To find the number of moles of each gas, we need to divide the mass of the gas by its molar mass: Number of moles of \(\mathrm{O}_{2}\): \(n_{O_2} = \frac{51.2 \mathrm{~g}}{32.00 \frac{\mathrm{g}}{\mathrm{mol}}} \) Number of moles of He: \(n_{He} = \frac{32.6 \mathrm{~g}}{4.00 \frac{\mathrm{g}}{\mathrm{mol}}}\) Calculate the values of \(n_{O_2}\) and \(n_{He}\).

The ideal gas law requires the temperature to be in Kelvin.
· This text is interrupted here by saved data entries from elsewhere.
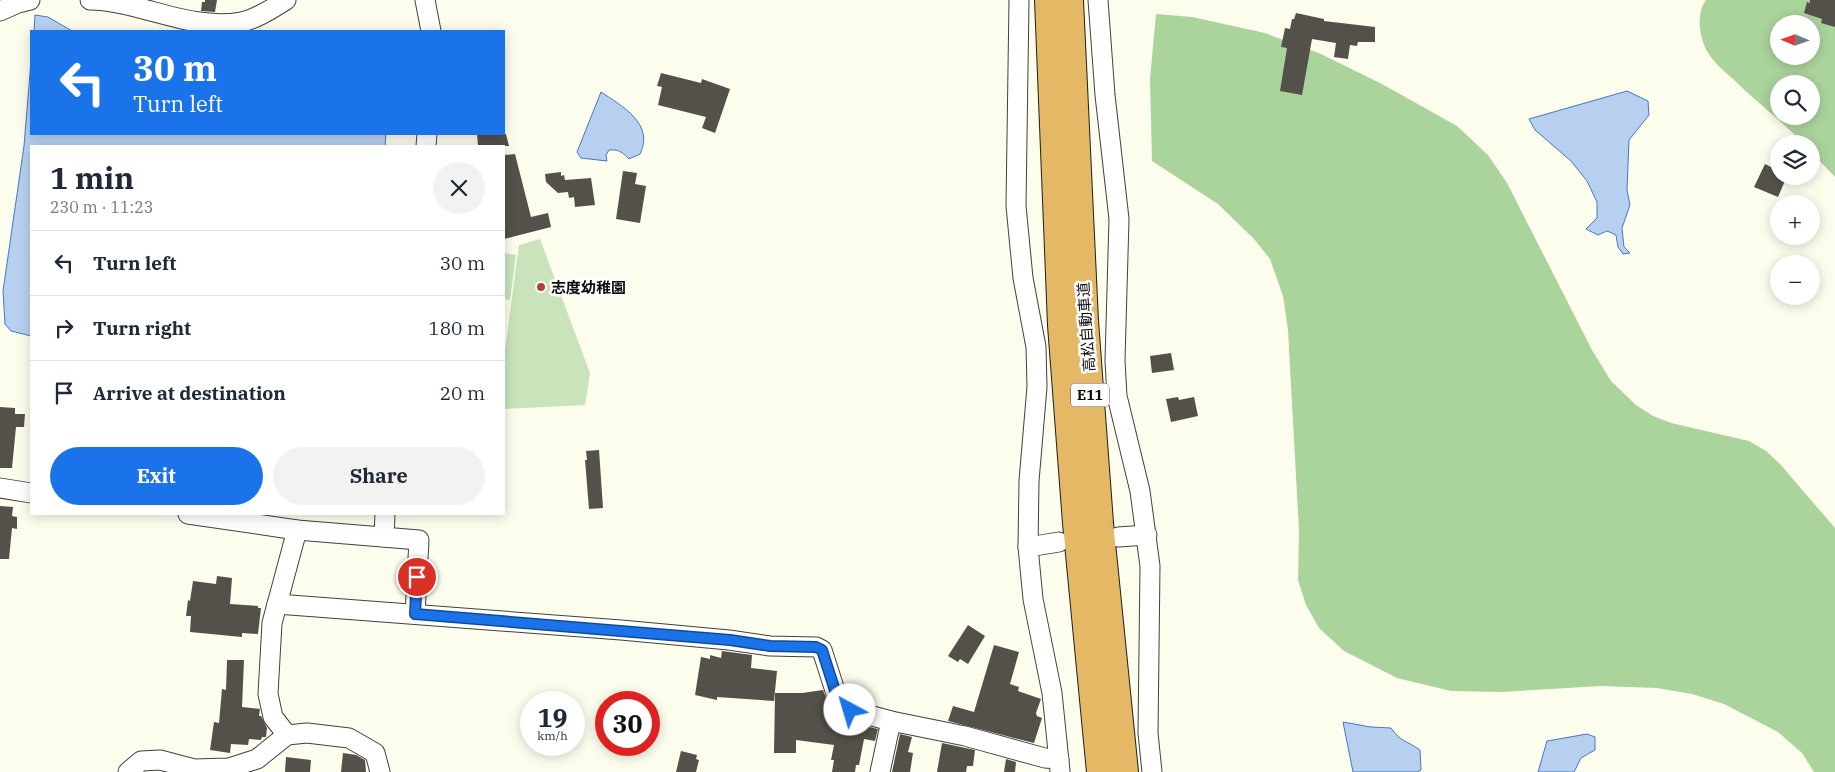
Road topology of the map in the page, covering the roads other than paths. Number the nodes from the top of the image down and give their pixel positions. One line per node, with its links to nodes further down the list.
1 (30, 0): 9 (street)
2 (90, 0): 3 (street)
3 (286, 0)
4 (425, 0): 10 (street)
5 (1019, 0): 20 (street)
6 (1048, 0): 29 (highway, 高松自動車道 / E11)
7 (1070, 0): 30 (highway, 高松自動車道 / E11)
8 (1098, 0): 16 (street)
9 (0, 11)
10 (431, 30)
11 (0, 488): 12 (street)
12 (30, 493)
13 (195, 515): 15 (street)
14 (384, 515): 17 (street)
15 (297, 530): 17 (street); 21 (street)
16 (1147, 535): 18 (street); 31 (street)
17 (384, 537): 22 (street)
18 (1118, 537)
19 (1059, 542): 20 (street)
20 (1028, 547): 25 (street)
21 (277, 604): 22 (street); 24 (street)
22 (415, 614): 23 (street)
23 (890, 721): 25 (street); 28 (street)
24 (287, 736): 26 (street); 27 (street)
25 (1060, 766)
26 (128, 772)
27 (380, 772)
28 (880, 772)
29 (1100, 772)
30 (1125, 772)
31 (1152, 772)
To convert the temperature from Celsius to Kelvin, add 273.15: \(T(K) = 19^{\circ} \mathrm{C} + 273.15 = 292.15 \mathrm{K}\)
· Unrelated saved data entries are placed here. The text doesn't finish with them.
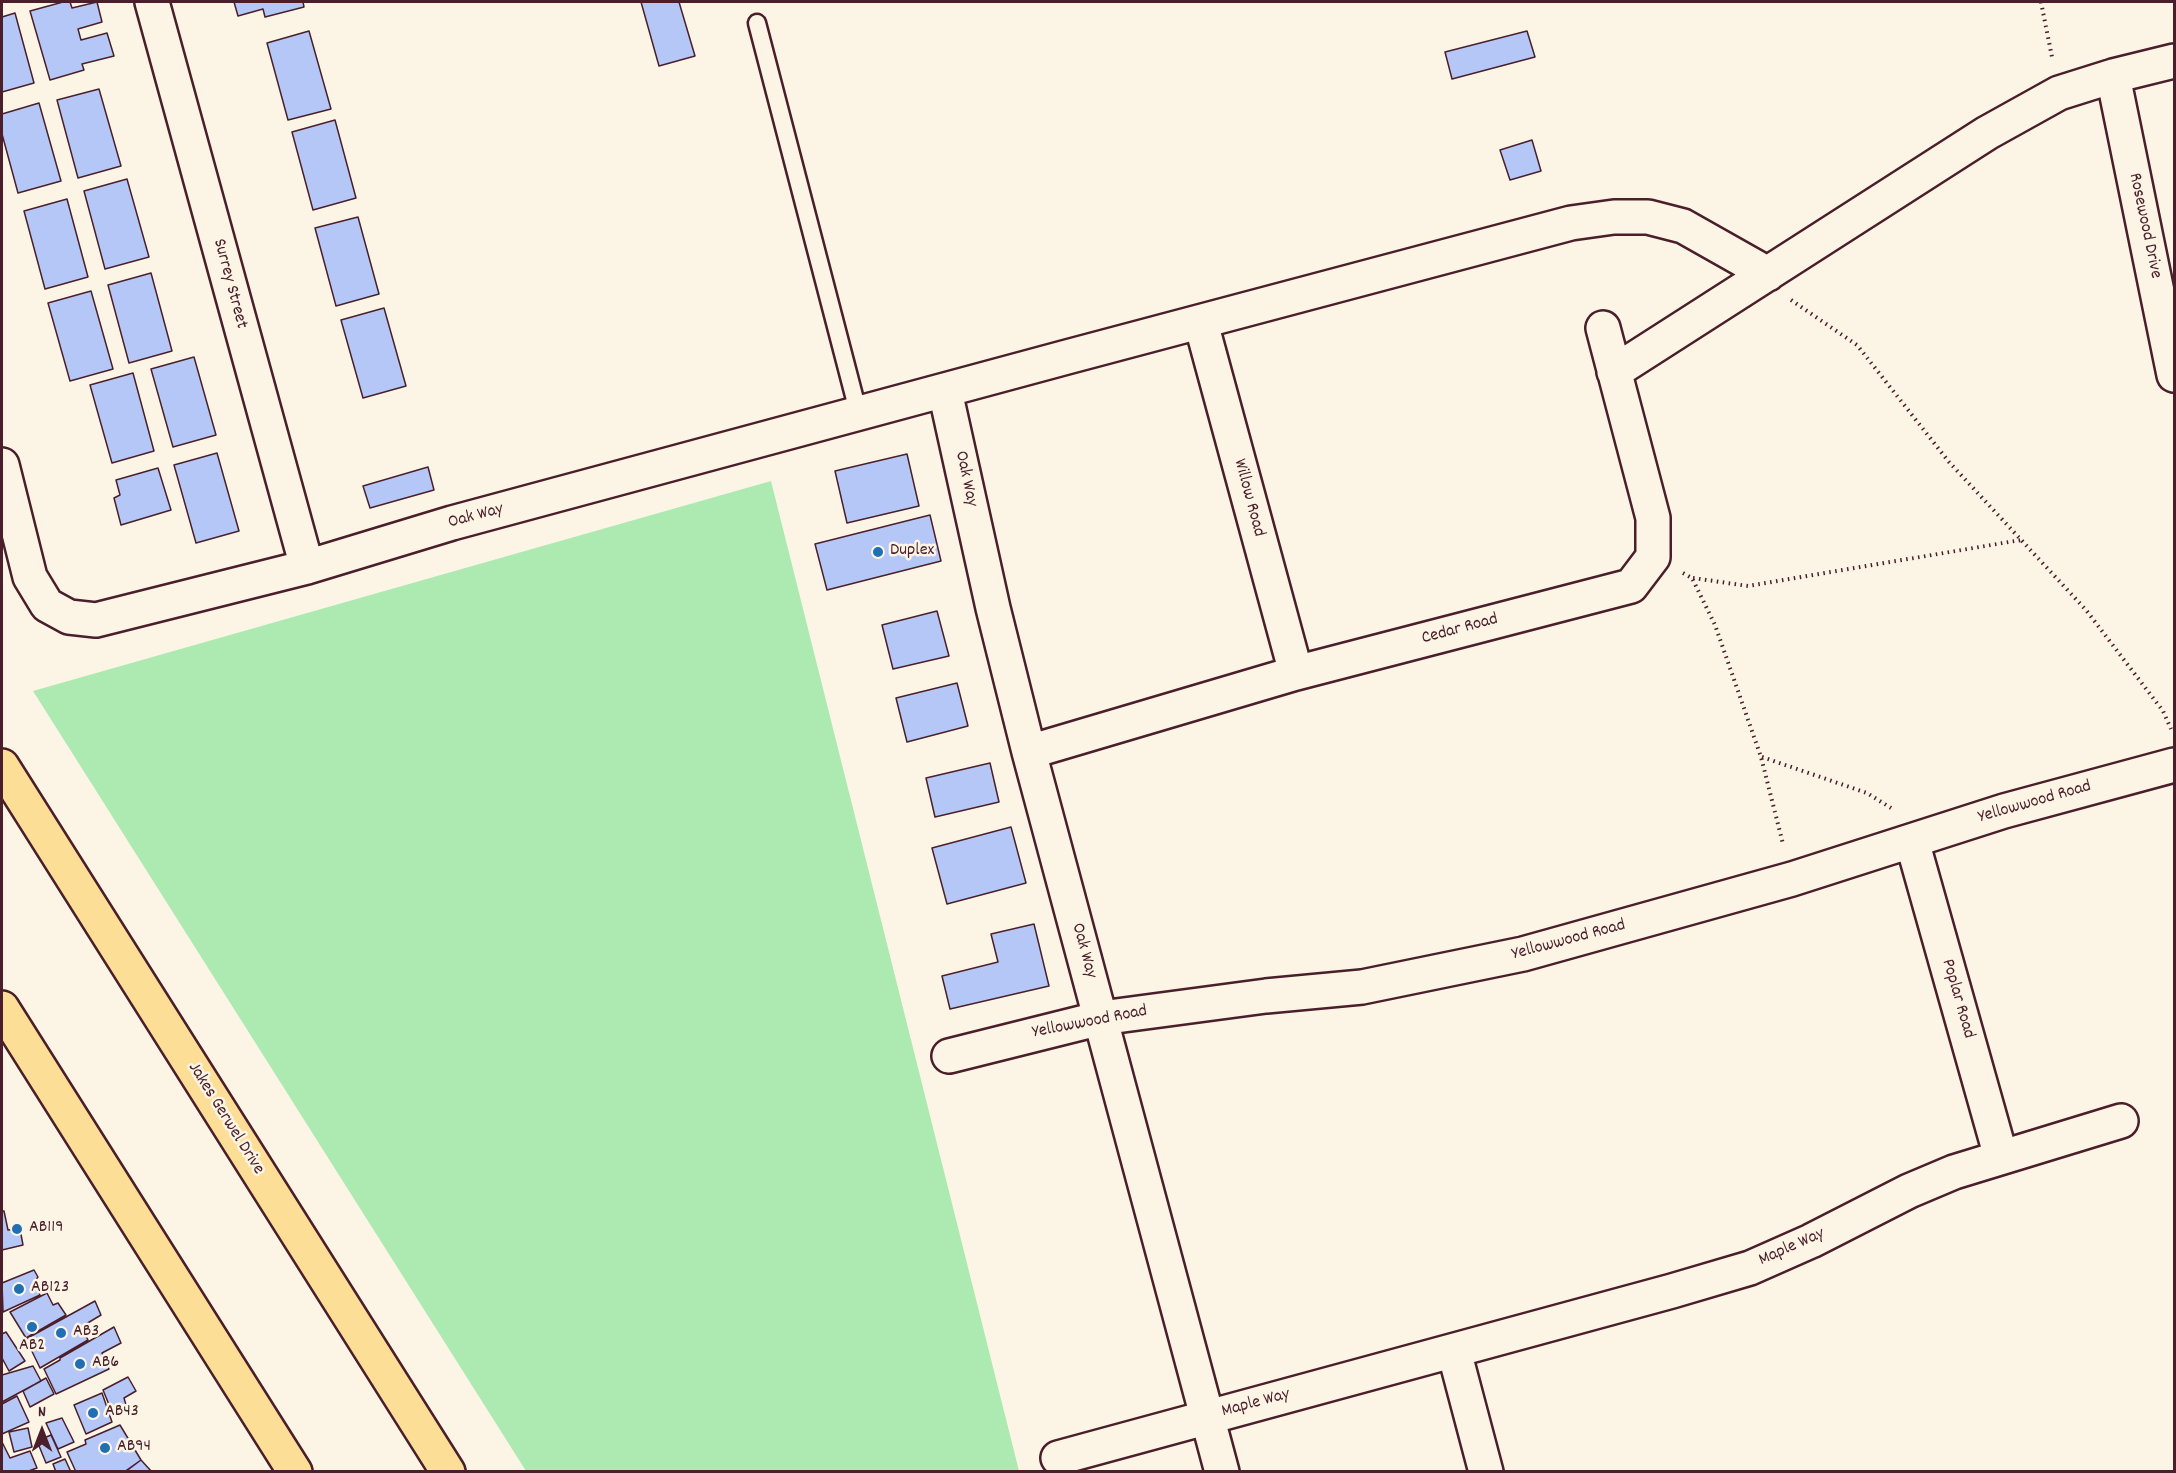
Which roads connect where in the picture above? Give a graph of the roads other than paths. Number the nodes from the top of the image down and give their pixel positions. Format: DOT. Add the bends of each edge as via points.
graph roads {
  1 [pos="152,2"];
  2 [pos="757,23"];
  3 [pos="2175,61"];
  4 [pos="2113,76"];
  5 [pos="1768,274"];
  6 [pos="1201,323"];
  7 [pos="1603,328"];
  8 [pos="1614,372"];
  9 [pos="2175,375"];
  10 [pos="945,391"];
  11 [pos="859,415"];
  12 [pos="2,465"];
  13 [pos="307,567"];
  14 [pos="1296,673"];
  15 [pos="1029,752"];
  16 [pos="2175,765"];
  17 [pos="2,766"];
  18 [pos="1912,841"];
  19 [pos="2,1008"];
  20 [pos="1101,1018"];
  21 [pos="949,1056"];
  22 [pos="2121,1121"];
  23 [pos="2001,1157"];
  24 [pos="1454,1351"];
  25 [pos="1209,1417"];
  26 [pos="1058,1458"];
  27 [pos="291,1470"];
  28 [pos="448,1472"];
  29 [pos="1222,1472"];
  30 [pos="1486,1472"];
  1 -- 13 [label="street, Surrey Street"];
  2 -- 11 [label="lane"];
  3 -- 4 [label="street"];
  4 -- 5 [label="street" via="2060,93 1987,133"];
  4 -- 9 [label="street, Rosewood Drive"];
  5 -- 6 [label="street" via="1683,226 1648,217 1614,217 1571,224"];
  5 -- 8 [label="street"];
  6 -- 10 [label="street"];
  6 -- 14 [label="street, Willow Road"];
  7 -- 8 [label="street"];
  8 -- 14 [label="street, Cedar Road" via="1653,518 1653,557 1631,586"];
  10 -- 11 [label="street, Oak Way"];
  10 -- 15 [label="street, Oak Way"];
  11 -- 13 [label="street, Oak Way"];
  12 -- 13 [label="street, Oak Way" via="30,577 47,605 69,616 96,620"];
  14 -- 15 [label="street, Cedar Road"];
  15 -- 20 [label="street, Oak Way"];
  16 -- 18 [label="street, Yellowwood Road" via="2004,811"];
  17 -- 28 [label="main road, Jakes Gerwel Drive"];
  18 -- 20 [label="street, Yellowwood Road" via="1792,879 1523,954 1440,973 1362,987"];
  18 -- 23 [label="street, Poplar Road"];
  19 -- 27 [label="main road"];
  20 -- 21 [label="street, Yellowwood Road"];
  20 -- 25 [label="street, Oak Way"];
  22 -- 23 [label="street, Maple Way"];
  23 -- 24 [label="street, Maple Way" via="1909,1191 1750,1268"];
  24 -- 25 [label="street, Maple Way"];
  24 -- 30 [label="street"];
  25 -- 26 [label="street, Maple Way"];
  25 -- 29 [label="street, Oak Way"];
}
To find the partial pressure of each gas, we'll use the ideal gas law \(PV = nRT\), where \(P\) is the pressure, \(V\) is the volume, \(n\) is the number of moles, \(R\) is the gas constant, and \(T\) is the temperature in Kelvin. Rearranging the equation to find \(P\), we get: \(P = \frac{nRT}{V}\) Calculate the partial pressure of each gas, using the number of moles found in Step 1, the temperature in Kelvin from Step 2, the gas constant \(R = 0.0821 \frac{\mathrm{L} \times \mathrm{atm}}{\mathrm{mol} \times \mathrm{K}}\), and the volume of the gas cylinder \(V = 10.0 \mathrm{L}\): Partial pressure of \(\mathrm{O}_{2}\): \(P_{O_2} = \frac{n_{O_2} \times R \times T}{V}\) Partial pressure of He: \(P_{He} = \frac{n_{He} \times R \times T}{V}\)

To find the total pressure, add the partial pressures of each gas: Total pressure: \(P_{total} = P_{O_2} + P_{He}\) Now, the partial pressure of each gas, as well as the total pressure in the gas cylinder, are found.